Disabling a user revokes all sessions immediately and blocks new sign-ins.

// Ban
await admin.auth.updateUser('user-id', { disabled: true });

// Unban
await admin.auth.updateUser('user-id', { disabled: false });

Delete User

Permanently deletes the user and cleans up all associated records.

await admin.auth.deleteUser('user-id');

Set Custom Claims

Custom claims are included in the user's JWT on the next token refresh. Use them in access rules via auth.custom.

await admin.auth.setCustomClaims('user-id', {
  plan: 'pro',
  orgId: 'org_123',
  tier: 2,
});

Revoke All Sessions

Forces the user to re-authenticate on all devices.

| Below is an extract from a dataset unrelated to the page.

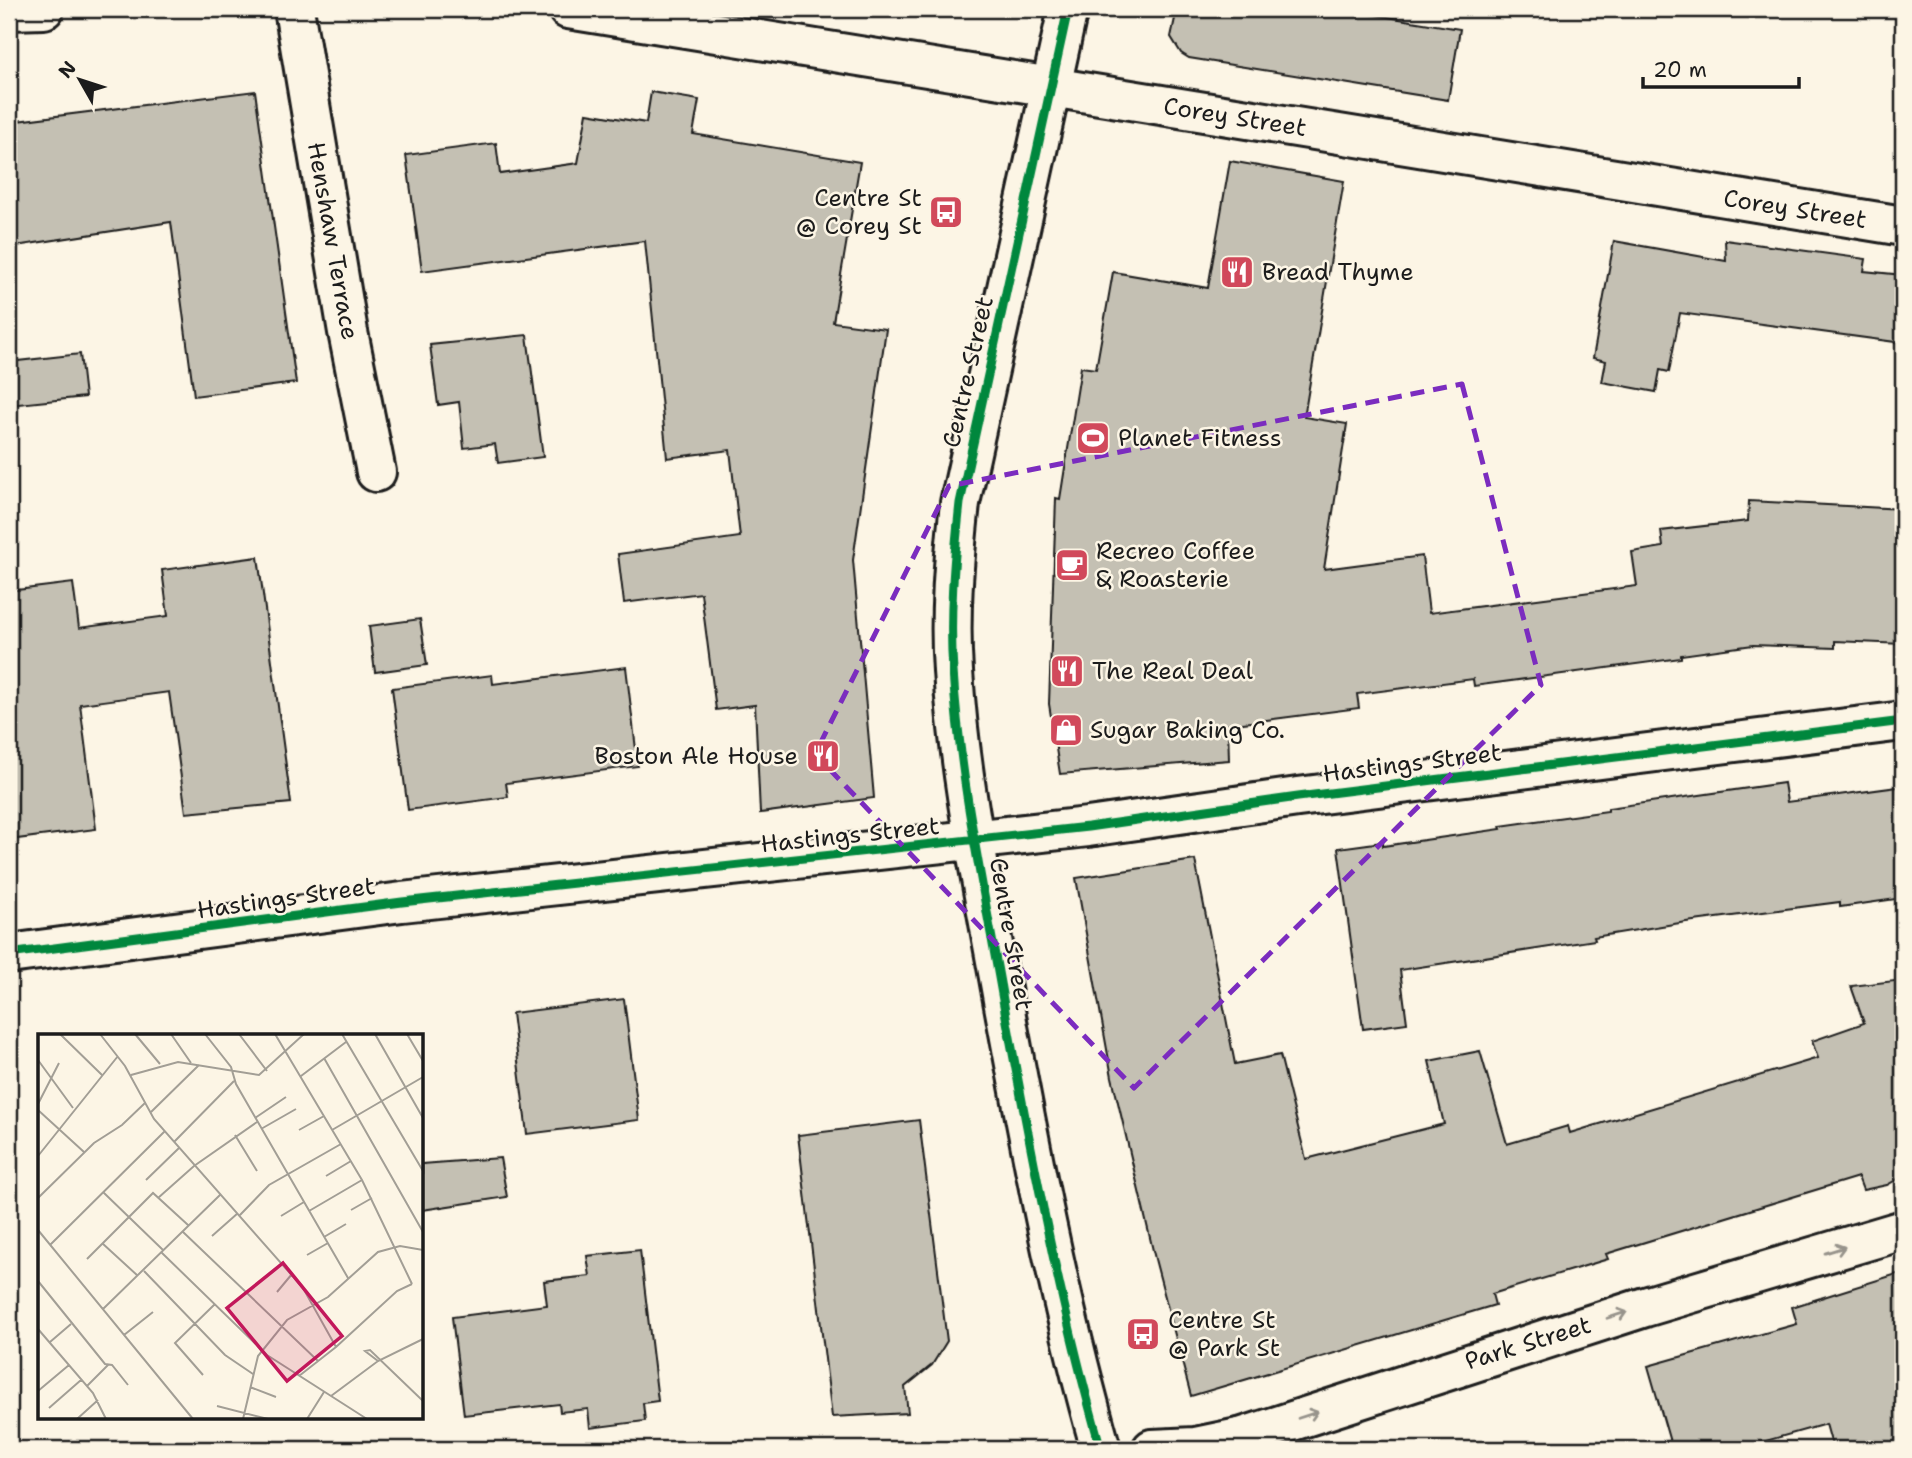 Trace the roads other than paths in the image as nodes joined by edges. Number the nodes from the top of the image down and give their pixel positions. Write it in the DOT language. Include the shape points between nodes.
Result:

await admin.auth.revokeAllSessions('user-id');

Database Operations

Table Reference

Access database tables through namespace and optional instance ID.

// Static app database
const posts = admin.db('app').table('posts');

// Dynamic per-workspace database
const docs = admin.db('workspace', 'ws-456').table('documents');

// Per-user database
const notes = admin.db('user', 'user-123').table('notes');

CRUD Operations

const table = admin.db('app').table('posts');

// Create
const post = await table.insert({ title: 'Hello', body: 'World' });

// Read by ID
const found = await table.get('post-id');

// List with filters
const recent = await table.list({
  where: { published: true },
  orderBy: { createdAt: 'desc' },
  limit: 10,
});

// Update
const updated = await table.update('post-id', { title: 'Updated Title' });

// Delete
await table.delete('post-id');

Raw SQL

Execute arbitrary SQL queries against a database namespace.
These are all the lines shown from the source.